Many economists expected that the Department of Commerce would announce today a downward revision of last year's fourth quarter GDP growth estimates, from a 4.0 percent annualized rate to around 3.5 percent: "stagnant," in other words. But that characterization of the number couldn't be farther from reality. A growth rate of 3.5 percent would be comfortably above the 10-year average of 3.2 percent growth. It would double the size of the economy in 20 years. More importantly, GDP growth, at whatever rate, means that the economy is expanding and that Americans are better off.

 

So much the better, then, that some economists don't have the opportunity to trot out their tired adjectives this morning. Commerce revised the GDP growth from the fourth quarter of 2003 upwards to 4.1 percent. On any scale, that's strong growth and anything but "stagnant." Today's upward revisions (see table) indicate the continued success of the Bush economic plan.

 

Investment, Exports Surge

Most notably, the new release from the Bureau of Economic Analysis at the Commerce Department shows a strong surge in private investment in the fourth quarter, which grew at an annualized rate of 15.8 percent. This is up from the third quarter's 14.8 percent and strongly up from last month's advance numbers. Nonresidential fixed investment, equipment and software investment, and inventories all enjoyed strong upwards revisions. As these are harbingers of future business activity and economic growth, this news is especially welcome.

 

Fourth quarter estimates of growth in imports and exports were also revised upwards from already strong advance growth estimates.

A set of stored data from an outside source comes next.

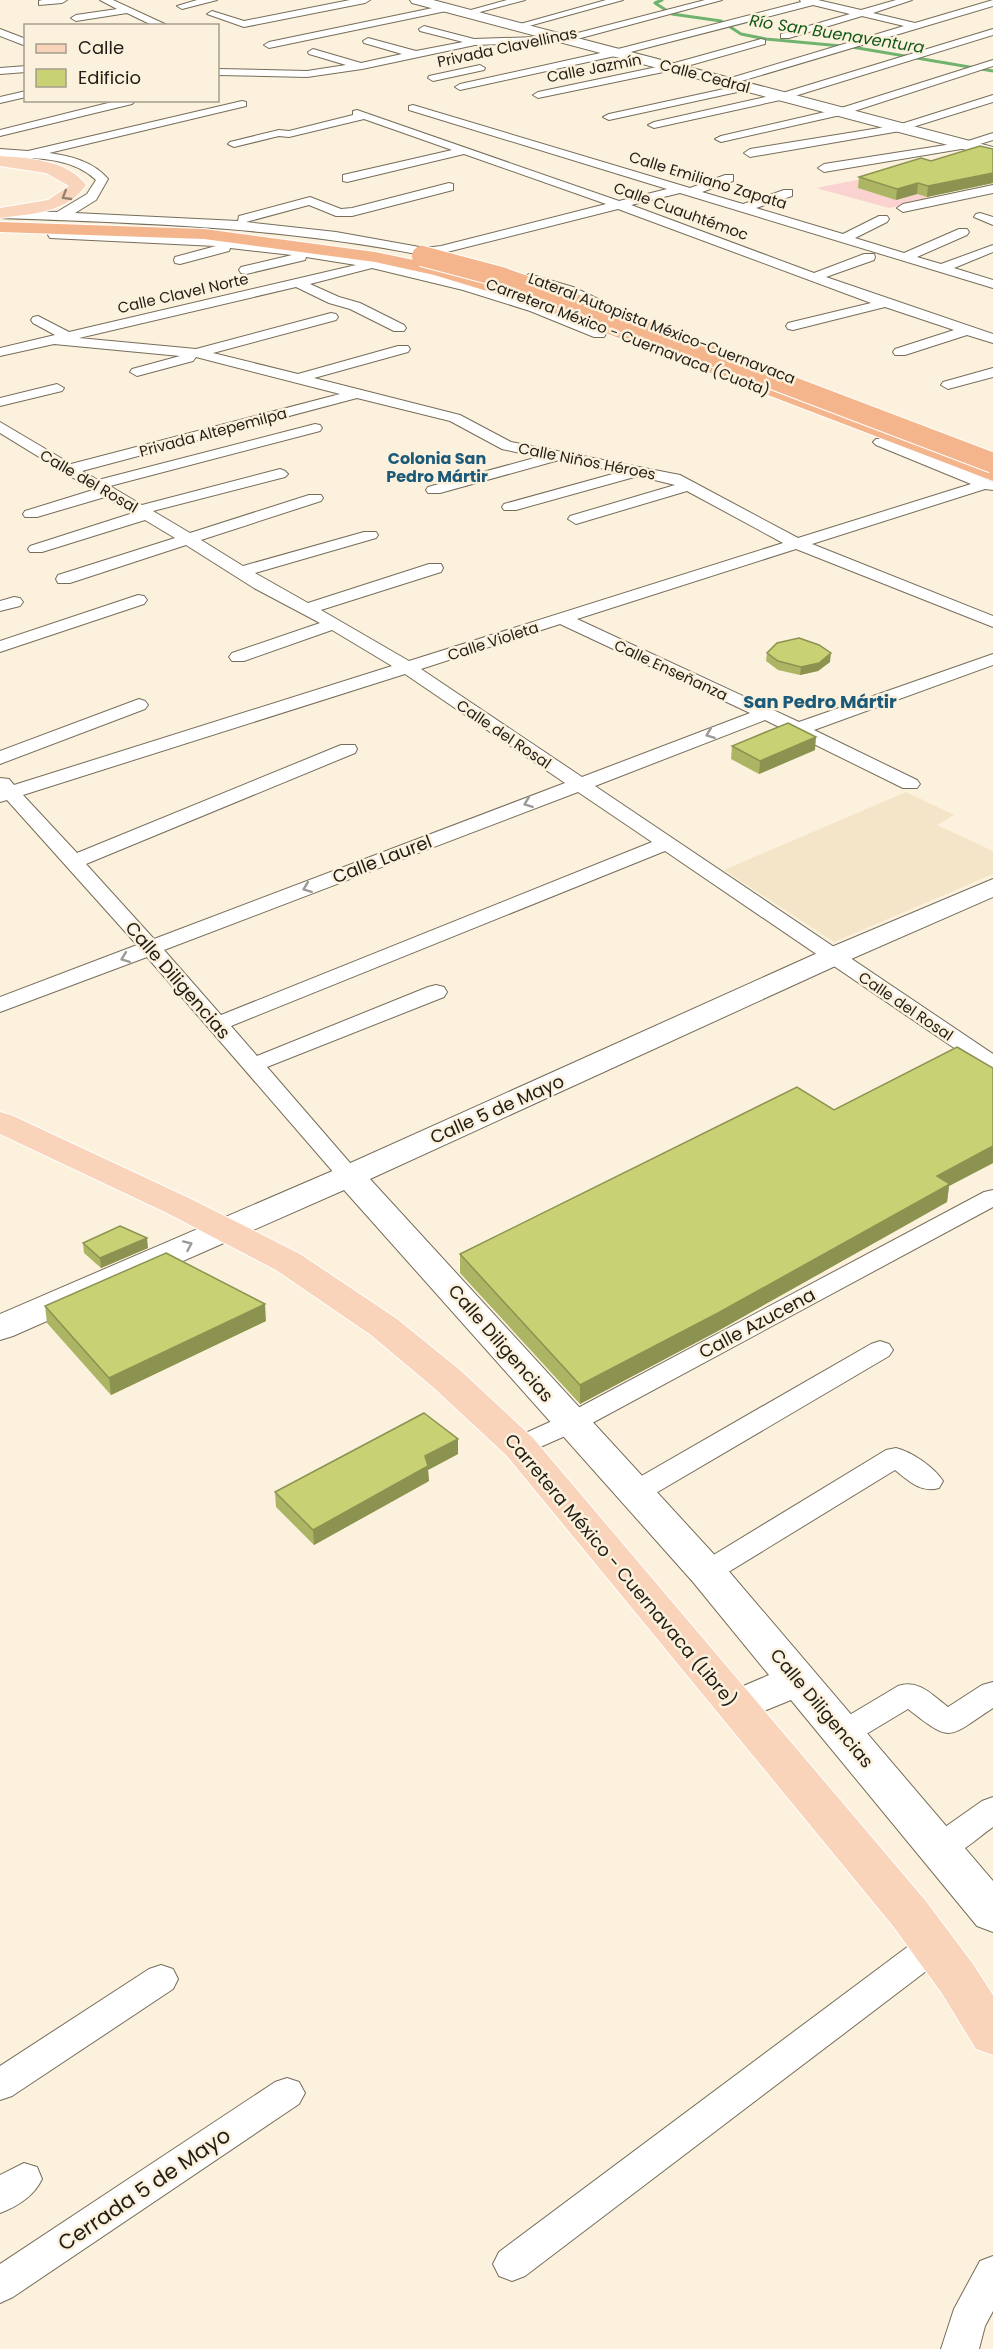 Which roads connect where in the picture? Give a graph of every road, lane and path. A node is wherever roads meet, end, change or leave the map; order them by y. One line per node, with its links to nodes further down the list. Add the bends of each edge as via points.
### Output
1 (62, 0): 11 (street)
2 (105, 0): 16 (street)
3 (212, 0): 13 (street)
4 (365, 0): 15 (street, via 244,24 212,14)
5 (420, 0): 14 (street, Calle Cedral)
6 (520, 0): 17 (street)
7 (618, 0): 21 (street)
8 (717, 0): 27 (street)
9 (807, 0): 18 (street); 38 (street)
10 (907, 0): 18 (street)
11 (42, 3)
12 (993, 3): 22 (street)
13 (182, 6)
14 (447, 8): 17 (street, Calle Cedral); 33 (street)
15 (234, 9)
16 (128, 10): 19 (street); 20 (street)
17 (465, 13): 21 (street, Calle Cedral)
18 (861, 13): 22 (street); 26 (street)
19 (76, 18)
20 (160, 24)
21 (518, 26): 27 (street, Calle Cedral)
22 (914, 26): 28 (street); 49 (street)
23 (424, 29): 31 (street)
24 (0, 32): 30 (street)
25 (993, 32): 28 (street)
26 (785, 36)
27 (566, 39): 31 (street); 34 (street, Calle Cedral)
28 (968, 39): 35 (street); 57 (street)
29 (368, 40): 39 (street)
30 (24, 42)
31 (475, 42): 39 (street)
32 (761, 42): 40 (street, Calle Jazmín)
33 (269, 45)
34 (588, 45): 37 (street, Privada Clavellinas); 38 (street, Calle Cedral)
35 (993, 45)
36 (313, 52): 42 (street)
37 (555, 52)
38 (615, 53): 40 (street, Calle Cedral); 51 (street)
39 (415, 54): 42 (street)
40 (669, 61): 49 (street, Calle Cedral); 56 (street, Calle Jazmín)
41 (990, 63): 63 (street)
42 (362, 66): 47 (street)
43 (488, 66): 48 (street, Privada Clavellinas)
44 (24, 70): 45 (street)
45 (6, 71)
46 (219, 72): 47 (street)
47 (308, 74): 50 (street)
48 (433, 78)
49 (728, 82): 52 (street, Calle Cedral)
50 (310, 87)
51 (460, 87)
52 (747, 87): 57 (street, Calle Cedral); 64 (street)
53 (24, 89): 54 (street)
54 (0, 90)
55 (24, 94): 59 (street)
56 (538, 95)
57 (781, 97): 63 (street, Calle Cedral); 65 (street)
58 (993, 98): 66 (street)
59 (0, 100)
60 (128, 102): 67 (street)
61 (242, 104): 77 (street)
62 (413, 108): 87 (street, Calle Emiliano Zapata)
63 (841, 112): 66 (street, Calle Cedral); 69 (street)
64 (609, 117)
65 (654, 125)
66 (900, 128): 72 (street, Calle Cedral); 76 (street)
67 (0, 134)
68 (993, 136): 72 (street)
69 (721, 139)
70 (441, 143): 71 (street, Calle Cuauhtémoc, via 360,115); 73 (street, Calle Cuauhtémoc); 80 (street)
71 (234, 144)
72 (967, 145): 74 (street, Calle Cedral); 81 (street)
73 (463, 151): 78 (street, Calle Cuauhtémoc); 82 (street)
74 (993, 152)
75 (0, 153): 77 (street)
76 (750, 153)
77 (27, 155): 92 (street, via 76,163 95,170 102,179 100,189 91,198)
78 (484, 158): 84 (street); 89 (street, Calle Cuauhtémoc)
79 (0, 161): 95 (main road, one-way to 95, via 48,168 72,178 78,185 68,197)
80 (365, 162)
81 (824, 168)
82 (347, 178)
83 (729, 178): 87 (street)
84 (372, 184)
85 (449, 187): 97 (street, via 352,212 340,213 310,201)
86 (993, 189): 91 (street)
87 (685, 191): 89 (street); 90 (street, Calle Emiliano Zapata)
88 (788, 193): 90 (street)
89 (619, 205): 103 (street); 111 (street, Calle Cuauhtémoc)
90 (744, 208): 100 (street, Calle Emiliano Zapata)
91 (903, 208)
92 (60, 216): 95 (street, Lateral Autopista México-Cuernavaca); 97 (street, Lateral Autopista México-Cuernavaca)
93 (980, 217): 96 (street)
94 (884, 219): 100 (street)
95 (0, 220): 117 (highway, Carretera México - Cuernavaca (Cuota), via 190,226 385,250 487,275); 135 (highway, Carretera México - Cuernavaca (Cuota), via 204,234 375,256 438,270 534,299); 142 (highway, bridge, via 222,226 337,240 449,262 557,297); 146 (highway, via 245,234 359,250 473,276 559,305)
96 (993, 221)
97 (228, 223): 103 (street, Lateral Autopista México-Cuernavaca)
98 (963, 232): 106 (street)
99 (54, 235): 101 (street, via 171,237)
100 (844, 238): 106 (street, Calle Emiliano Zapata)
101 (242, 244): 104 (street); 107 (street)
102 (991, 248): 109 (street)
103 (424, 251): 117 (street, Lateral Autopista México-Cuernavaca, via 568,290)
104 (314, 254): 108 (street); 110 (street)
105 (869, 257): 111 (street)
106 (905, 257): 109 (street, Calle Emiliano Zapata)
107 (180, 260)
108 (374, 265): 112 (street, Calle Clavel Norte); 121 (street, via 491,294)
109 (942, 268): 113 (street, Calle Emiliano Zapata)
110 (246, 270)
111 (814, 277): 114 (street, Calle Cuauhtémoc)
112 (297, 283): 119 (street); 122 (street, Calle Clavel Norte)
113 (993, 284)
114 (886, 303): 118 (street); 120 (street, Calle Cuauhtémoc)
115 (331, 318): 127 (street)
116 (38, 320): 122 (street)
117 (640, 325): 140 (street, Lateral Autopista México-Cuernavaca); 142 (highway, Carretera México - Cuernavaca (Cuota), via 774,383)
118 (793, 326)
119 (399, 328)
120 (969, 330): 123 (street, Calle Cuauhtémoc); 126 (street)
121 (599, 334)
122 (62, 338): 125 (street, Calle Clavel Norte); 127 (street, Calle Niños Héroes)
123 (993, 339)
124 (403, 350): 130 (street)
125 (0, 352)
126 (900, 352)
127 (199, 354): 128 (street); 130 (street, Calle Niños Héroes)
128 (137, 372)
129 (993, 372): 131 (street)
130 (297, 378): 133 (street, Calle Niños Héroes)
131 (948, 386)
132 (57, 388): 134 (street)
133 (356, 394): 141 (street, Calle Niños Héroes, via 455,418 507,446); 143 (street, Privada Altepemilpa)
134 (0, 402)
135 (845, 420): 139 (highway, via 856,433); 146 (highway, Carretera México - Cuernavaca (Cuota))
136 (0, 426): 138 (street, Calle del Rosal)
137 (315, 428): 148 (street)
138 (8, 440): 143 (street, Calle del Rosal)
139 (881, 442): 146 (street)
140 (993, 452)
141 (557, 456): 144 (street, Calle Niños Héroes); 149 (street)
142 (993, 463)
143 (70, 470): 148 (street, Calle del Rosal)
144 (639, 472): 147 (street, Calle Niños Héroes, via 674,478); 151 (street)
145 (280, 474): 152 (street)
146 (991, 479): 157 (street, Calle Violeta)
147 (689, 486): 154 (street); 157 (street, Calle Niños Héroes)
148 (102, 488): 152 (street, Calle del Rosal); 153 (street)
149 (434, 490)
150 (315, 498): 156 (street)
151 (510, 507)
152 (144, 512): 156 (street, Calle del Rosal); 158 (street)
153 (31, 514)
154 (576, 519)
155 (370, 535): 160 (street)
156 (188, 538): 160 (street, Calle del Rosal); 161 (street)
157 (797, 544): 164 (street, Calle Violeta); 165 (street, Calle Niños Héroes)
158 (36, 549)
159 (435, 568): 163 (street)
160 (241, 572): 163 (street, Calle del Rosal)
161 (64, 579)
162 (138, 600): 167 (street)
163 (304, 610): 166 (street, Calle del Rosal)
164 (561, 618): 170 (street, Calle Violeta); 172 (street, Calle Enseñanza)
165 (993, 622)
166 (334, 624): 168 (street); 170 (street, Calle del Rosal)
167 (0, 647)
168 (238, 657)
169 (993, 659): 173 (street)
170 (408, 668): 176 (street, Calle del Rosal); 178 (street, Calle Violeta)
171 (139, 705): 175 (street)
172 (765, 714): 173 (street, Calle Enseñanza); 176 (street, Calle Laurel, one-way to 176)
173 (798, 729): 177 (street, Calle Enseñanza)
174 (348, 749): 180 (street)
175 (0, 758)
176 (577, 784): 179 (street, Calle del Rosal); 182 (street, Calle Laurel, one-way to 182)
177 (910, 784)
178 (4, 790): 180 (street, Calle Diligencias)
179 (665, 843): 183 (street, Calle del Rosal); 186 (street)
180 (73, 862): 182 (street, Calle Diligencias)
181 (993, 887): 183 (street, Calle 5 de Mayo)
182 (151, 948): 185 (street, Calle Laurel, one-way to 185); 186 (street, Calle Diligencias)
183 (832, 957): 187 (street, Calle del Rosal); 190 (street, Calle 5 de Mayo)
184 (436, 992): 188 (street)
185 (0, 1005)
186 (217, 1024): 188 (street, Calle Diligencias)
187 (993, 1064)
188 (253, 1065): 190 (street, Calle Diligencias)
189 (0, 1122): 192 (main road, Carretera México - Cuernavaca (Libre))
190 (350, 1176): 192 (street, Calle 5 de Mayo); 195 (street, Calle Diligencias)
191 (993, 1197): 195 (street, Calle Azucena)
192 (225, 1229): 193 (street, Calle 5 de Mayo, one-way to 192); 196 (main road, Carretera México - Cuernavaca (Libre), via 288,1262 378,1323 447,1379)
193 (0, 1328)
194 (880, 1350): 198 (street)
195 (570, 1423): 196 (street, Calle Azucena); 198 (street, Calle Diligencias)
196 (520, 1447): 202 (main road, Carretera México - Cuernavaca (Libre))
197 (929, 1481): 199 (street, via 896,1457)
198 (634, 1493): 199 (street, Calle Diligencias)
199 (707, 1572): 200 (street, Calle Diligencias)
200 (797, 1680): 202 (street); 203 (street, Calle Diligencias)
201 (993, 1693): 203 (street, via 947,1724 909,1694)
202 (737, 1706): 207 (main road, Carretera México - Cuernavaca (Libre))
203 (842, 1734): 205 (street, Calle Diligencias)
204 (993, 1810): 205 (street)
205 (939, 1848): 206 (street, Calle Diligencias)
206 (993, 1913)
207 (934, 1947): 209 (main road, Carretera México - Cuernavaca (Libre)); 212 (street)
208 (161, 1979): 210 (street)
209 (993, 2035)
210 (0, 2085)
211 (287, 2093): 214 (street, Cerrada 5 de Mayo)
212 (512, 2264)
213 (993, 2273): 215 (street, via 967,2322)
214 (0, 2285)
215 (960, 2349) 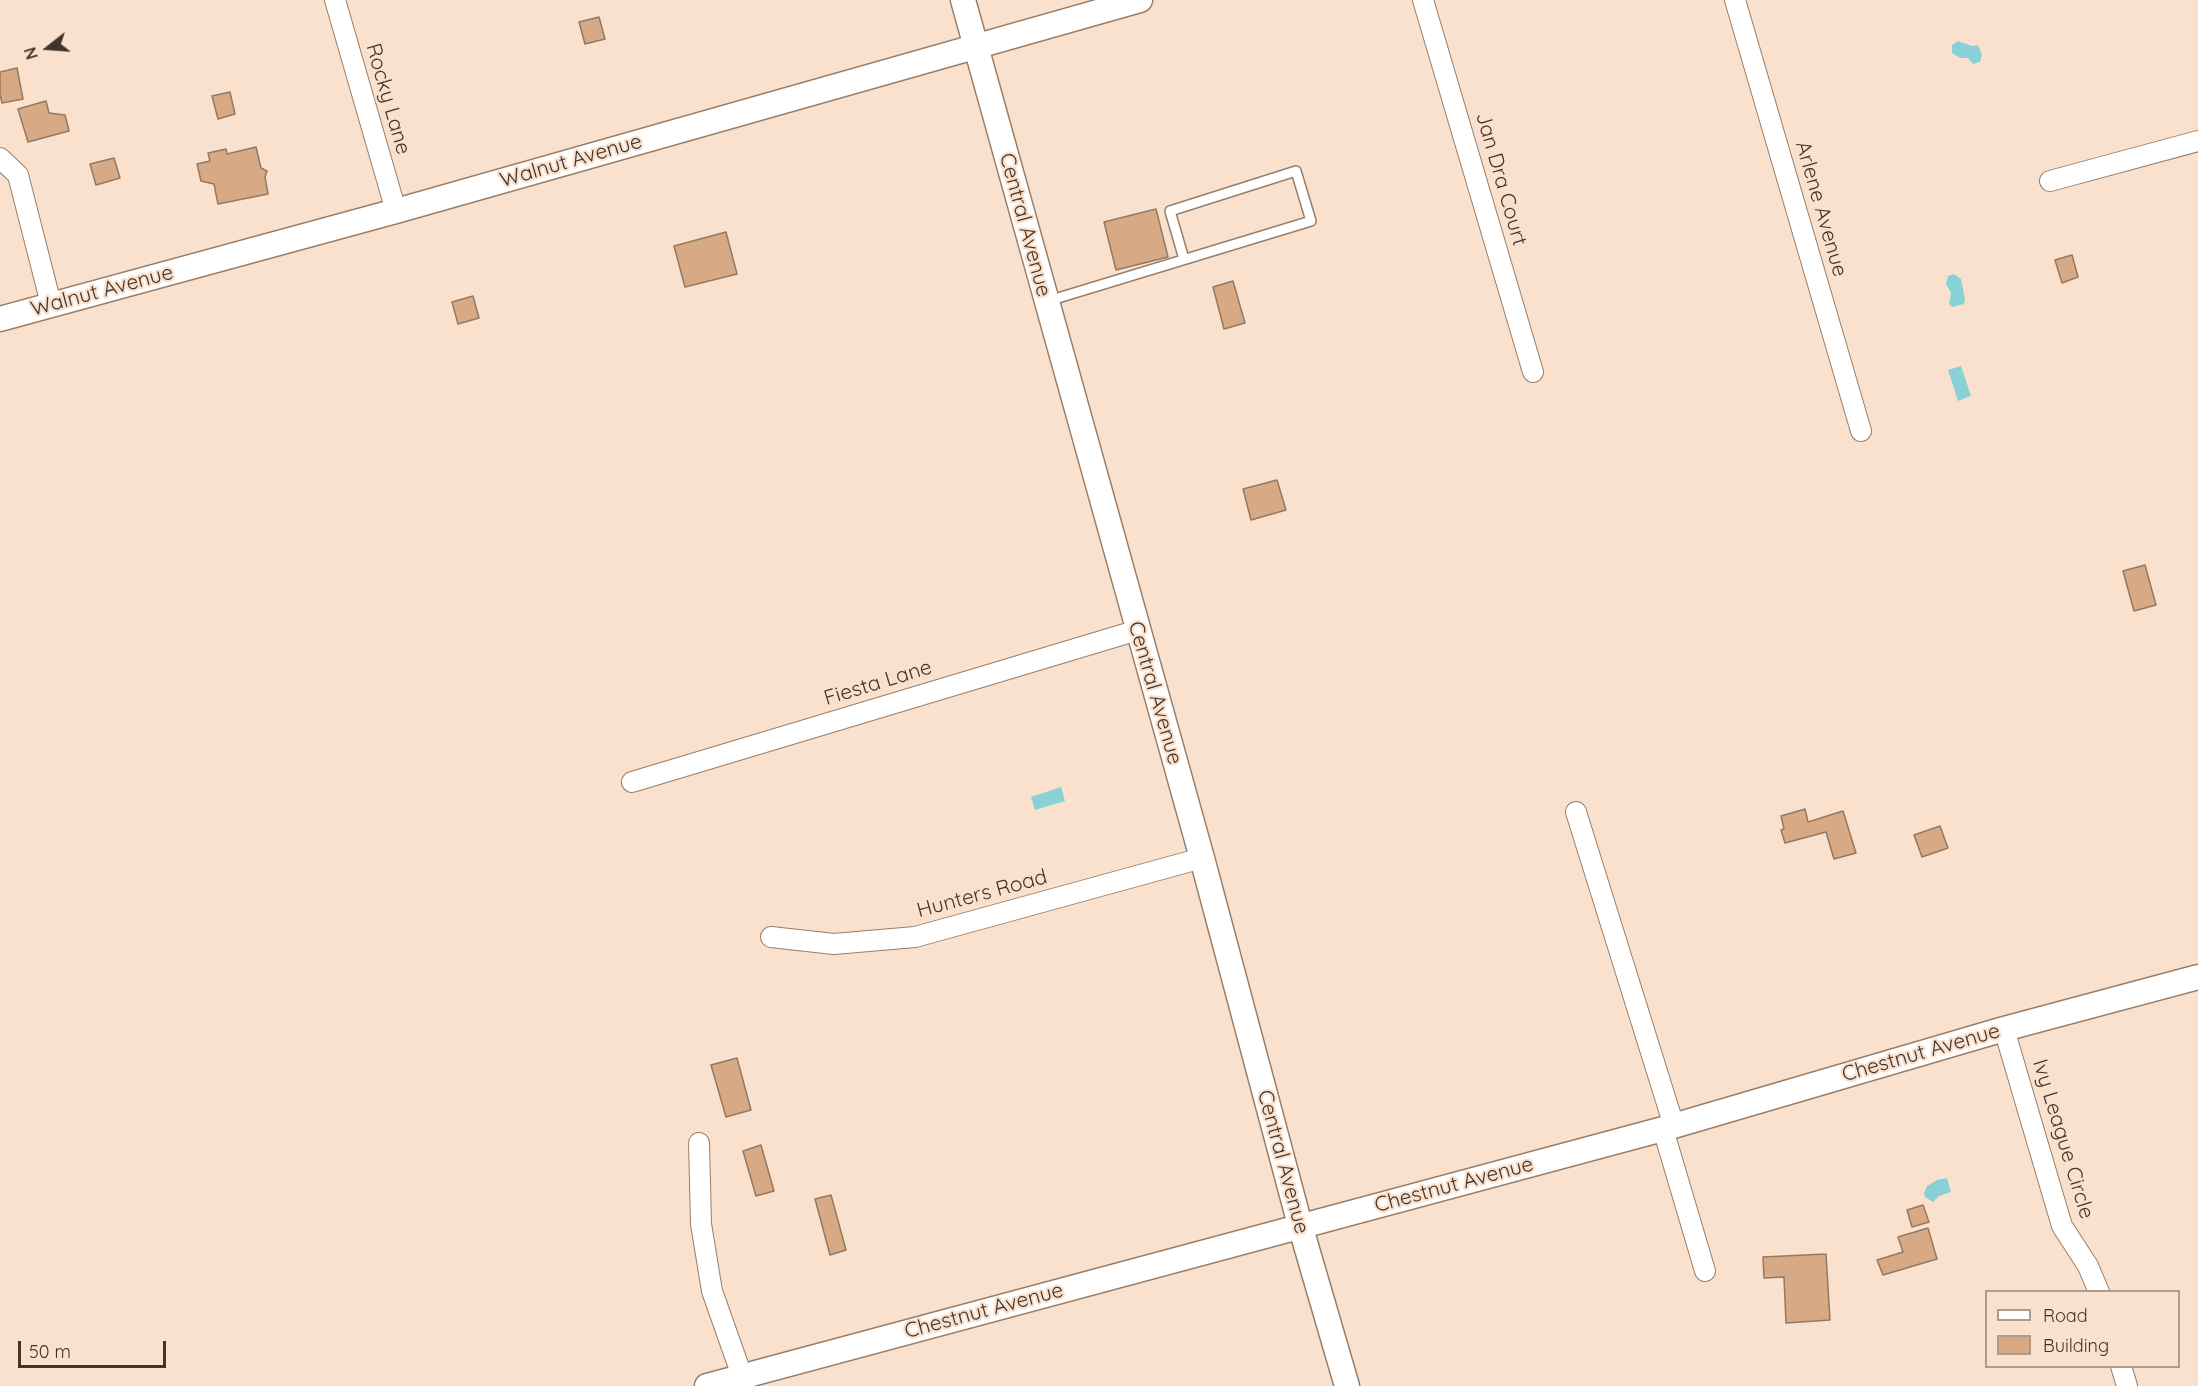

Exports grew in the fourth quarter at an annualized rate of 21.0 percent, showing the tremendous strength of U.S. export industries. This marks the fourth quarter in a row that export growth has increased. The jump in import growth from the third quarter of 2003 reflects increasing strength in personal consumption and private investment.

 

Make the Tax Cuts Permanent

In all, today's strong numbers once again highlight the benefits of the President's pro-growth tax policies. Business investment, on which taxes were reduced in mid-2003, is driving the economy and will soon lead to increased job opportunities for American workers as the demand for labor rises (for more on tax cuts and business investment, see Tax Cuts Boost Business Investment by Rea S. Hederman, Jr.). Once again, credit should go to the White House and to the 108th Congress for loosening the reins on the productive side of the U.S. economy. To ensure continued growth, Congress should make the 2003 tax cuts permanent.


 

Timothy Kane, Ph.D., is Research Fellow in the Center for Data Analysis at The Heritage Foundation.